Il résulte des considérants que le recours doit être partiellement admis

et que le dispositif de la décision attaquée doit être réformé quant au genre

de matchs concernés (ch. 1: ajout du membre de phrase "quand ces stades sont

utilisés pour des matchs du GSHC, du Servette FC Genève, ou du FC

Martigny-Sports").

6.

Le recourant obtient très partiellement gain de cause, puisqu’il reste

soumis à une interdiction de périmètre d’une durée importante, applicable

pendant de nombreux matchs. Il doit donc supporter une partie des frais de

justice (art. 49 al. 1 LPA-VD).

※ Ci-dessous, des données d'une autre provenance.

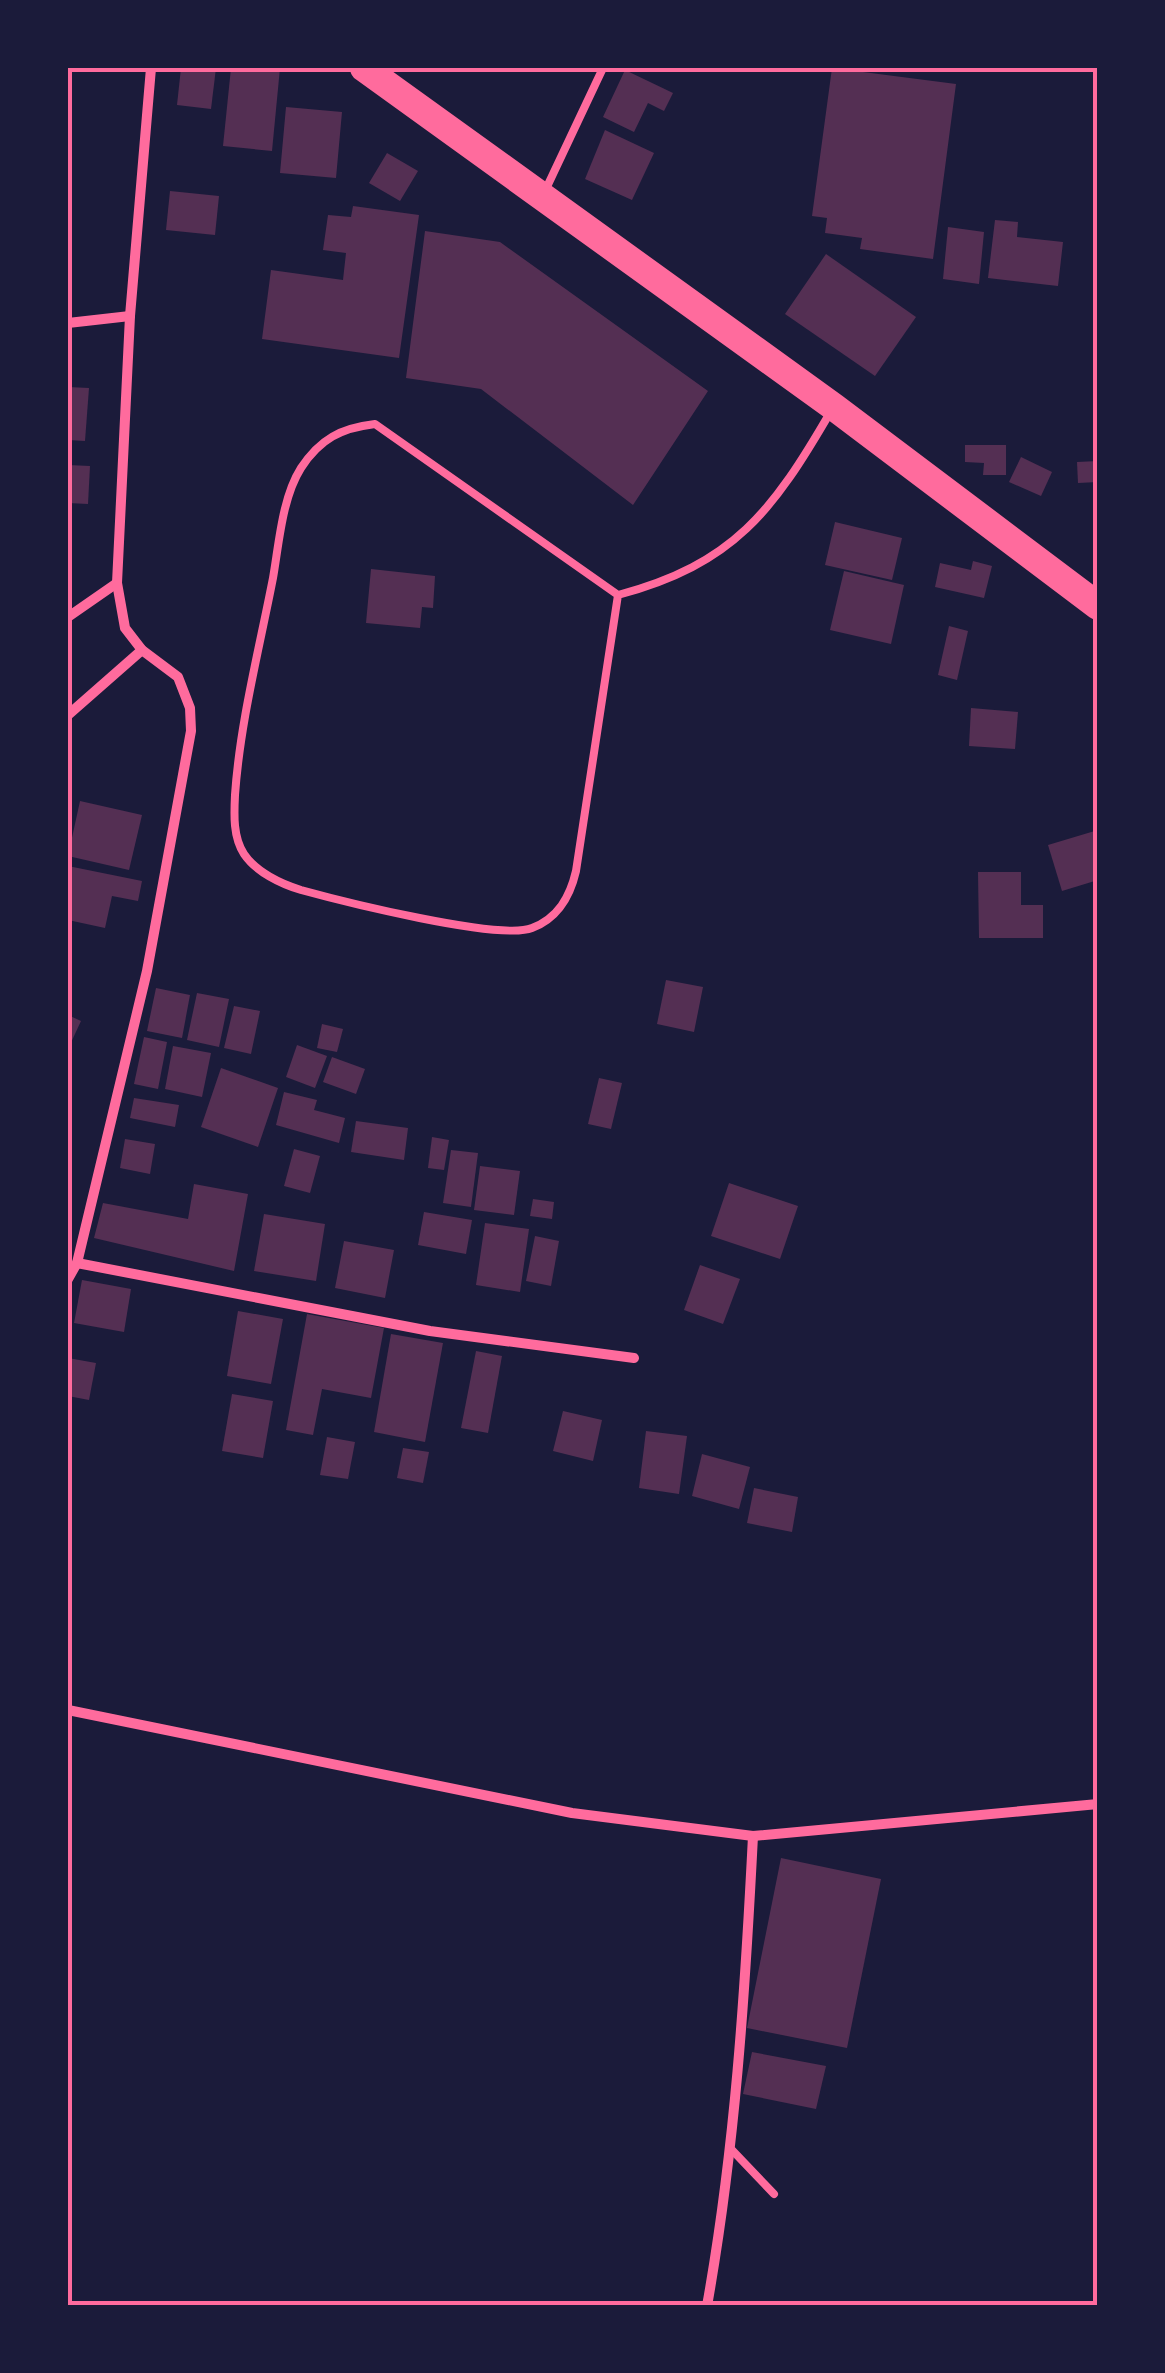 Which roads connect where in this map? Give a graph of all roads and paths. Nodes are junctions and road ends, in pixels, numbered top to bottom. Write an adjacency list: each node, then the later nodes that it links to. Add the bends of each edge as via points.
1 (151, 68): 5 (street)
2 (602, 68): 4 (lane)
3 (378, 73): 4 (highway)
4 (543, 195): 7 (highway)
5 (130, 316): 6 (street); 8 (street)
6 (68, 322)
7 (834, 407): 9 (lane, via 790,482 757,522 672,580); 10 (highway)
8 (117, 583): 11 (street); 12 (street, via 126,628)
9 (618, 595): 9 (lane, via 375,424 342,428 298,472 285,515 235,796 235,834 245,855 298,889 491,931 529,930 550,918 570,896 576,872)
10 (1098, 606)
11 (68, 617)
12 (142, 650): 13 (street); 14 (street, via 178,677 191,731 147,971)
13 (68, 716)
14 (77, 1262): 15 (street); 16 (street, via 430,1330)
15 (68, 1278)
16 (634, 1358)
17 (68, 1710): 19 (street, via 572,1813)
18 (1098, 1804): 19 (street)
19 (753, 1836): 20 (street)
20 (732, 2150): 21 (lane); 22 (street)
21 (774, 2194)
22 (707, 2306)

Représenté par un avocat au stade de la

réplique, il a droit à des dépens réduits (art. 55 LPA-VD).

Par

ces motifs

la Cour de droit administratif et public

du Tribunal cantonal

arrête:

I.

Le recours est partiellement admis.

II.

La décision de la Police cantonale du 29 décembre 2014 est réformée en

ce sens que le chiffre 1 du dispositif a la teneur suivante:

"1. M. X________, né le ******** 1990, domicilié à ********, a l’interdiction de pénétrer, jusqu’au 28.12.2017, à compter de l’entrée en force de la présente décision, dans les périmètres

des stades nationaux figurant dans la page Internet www.interdiction-de-perimetre.ch, quand ces

stades sont utilisés pour des matchs du Genève Servette Hockey Club, du

Servette FC Genève ou du FC Martigny-Sports."

III.

Un émolument judiciaire de 400 (quatre cents) francs est mis à la charge

du recourant.

IV.

Une indemnité de 200 (deux cents) francs à payer au recourant à titre de

dépens, est mise à la charge de l’Etat de Vaud (par la Police cantonale).

Lausanne, le 19 août 2015

Le président: La

greffière:

Le présent arrêt est communiqué aux destinataires de

l'avis d'envoi ci-joint.

Il peut faire l'objet, dans les trente jours suivant sa

notification, d'un recours au Tribunal fédéral. Le recours en matière de droit

public s'exerce aux conditions des articles 82 ss de la loi du 17 juin 2005 sur le Tribunal fédéral (LTF - RS 173.110), le recours constitutionnel

subsidiaire à celles des articles 113 ss LTF. Le mémoire de recours doit être

rédigé dans une langue officielle, indiquer les conclusions, les motifs et les

moyens de preuve, et être signé. Les motifs doivent exposer succinctement en

quoi l’acte attaqué viole le droit. Les pièces invoquées comme moyens de preuve

doivent être jointes au mémoire, pour autant qu’elles soient en mains de la

partie; il en va de même de la décision attaquée.